Et pourtant. Maintenant, assise à son bureau, rien ne lui venait. Aucune intrigue, aucun fil rouge. Que pouvait-on bien faire dans le noir ? Et pourquoi aurait-on les yeux fermés ? Il y avait dans cette amorce quelque chose d’énigmatique et d’intellectuel, quelque chose qu’elle ne parvenait pas à saisir. En lui donnant corps, n’enlèverait-elle pas justement ce qui la rendait si magique ? C’était l’ouverture de tous les possibles. « A priori ça paraît sombre, pourquoi pas le début d’une histoire triste ». Par exemple, une femme qui abandonnait ses enfants, mue par le désespoir et par une vie passée à tenter de joindre les deux bouts. Elle en avait vu et revu, des parcours marqués par la misère, dans les articles lus pour l’université. D’une jeune fille insoucieuse, elle s’était transformée en une véritable militante depuis quelques semestres. Elle se l’était alors promis : lorsqu’elle l’écrira, ce sera un texte engagé, une plume assassine, un système dépeint avec acuité. La Zola des temps moderne, dont les verbes porteraient atteinte aux pires ignominies de la société. Le J’accuse 2.0. Mais d’abord, il fallait trouver un fil juste. Et elle n’était pas inspirée.

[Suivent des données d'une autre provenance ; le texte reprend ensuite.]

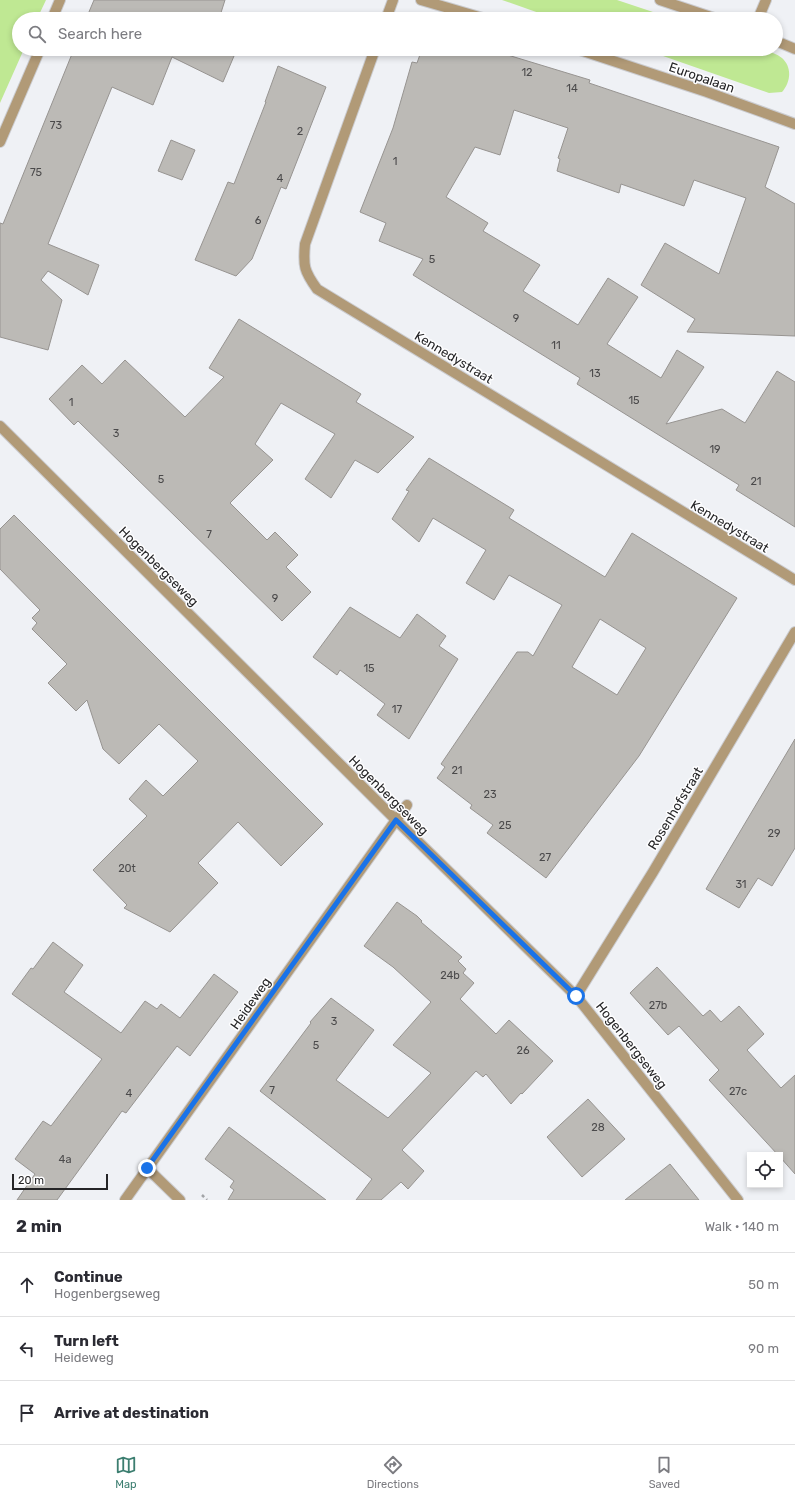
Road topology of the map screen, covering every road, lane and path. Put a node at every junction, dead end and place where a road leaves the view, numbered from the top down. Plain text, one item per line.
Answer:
1 (60, 0) edge
2 (393, 0) edge
3 (421, 0) edge
4 (660, 0) edge
5 (766, 0) edge
6 (55, 12) edge
7 (389, 12) edge
8 (462, 12) edge
9 (696, 12) edge
10 (761, 12) edge
11 (783, 44) edge
12 (795, 49) edge
13 (37, 56) edge
14 (373, 56) edge
15 (598, 56) edge
16 (795, 124) edge
17 (0, 142) edge
18 (0, 426) edge
19 (795, 580) edge
20 (795, 632) edge
21 (407, 806) dead end
22 (396, 820) junction
23 (576, 996) junction
24 (147, 1168) junction
25 (125, 1200) edge
26 (180, 1200) edge
27 (738, 1200) edge

1 - 6 street
2 - 7 street
3 - 8 street
4 - 9 street
5 - 10 street
11 - 12 street
13 - 17 street
14 - 19 street, Kennedystraat
15 - 16 street, Europalaan
18 - 22 street, Hogenbergseweg
20 - 23 street, Rosenhofstraat
21 - 22 street, Heideweg
22 - 23 street, Hogenbergseweg
22 - 24 street, Heideweg
23 - 27 street, Hogenbergseweg
24 - 25 street, Heideweg
24 - 26 street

En réalité, le problème était complexe. Du haut de sa vingtaine, elle ne se sentait pas capable d’écrire pour la veuve et l’orphelin. Comment trouver les mots justes, quand elle n’avait connu ni guerre ni viol, ni famine ni dépouillement ? Murakami l’avait dit, au lieu de se comparer avec les générations précédentes, il fallait simplement ouvrir ses propres tiroirs. Elle avait tenté de suivre ces conseils. Depuis ce matin, ses pensées vagabondaient dans tous les sens. Elle avait balayé du regard chaque recoin de son bureau, de ses livres jetés pêle-mêle à ses stylos aux capuchons dépareillés. La matérialité d’une vie universitaire. Oui, elle pourrait peut-être écrire sur ce domaine qu’elle connaissait bien. Lorsqu’elle observait ses pairs, cette atmosphère, ce microcosme, elle se disait qu’il y avait bien matière à un roman entier. Mais il était bien difficile d’écrire sur le réel : plus elle s’en approchait, plus elle avait la sensation d’être bridée. Les personnages commençaient à prendre la figure de ses proches, les scènes ressemblaient à des souvenirs, en bref, l’écrit imitait le quotidien. Non, l’exercice ne lui plaisait pas.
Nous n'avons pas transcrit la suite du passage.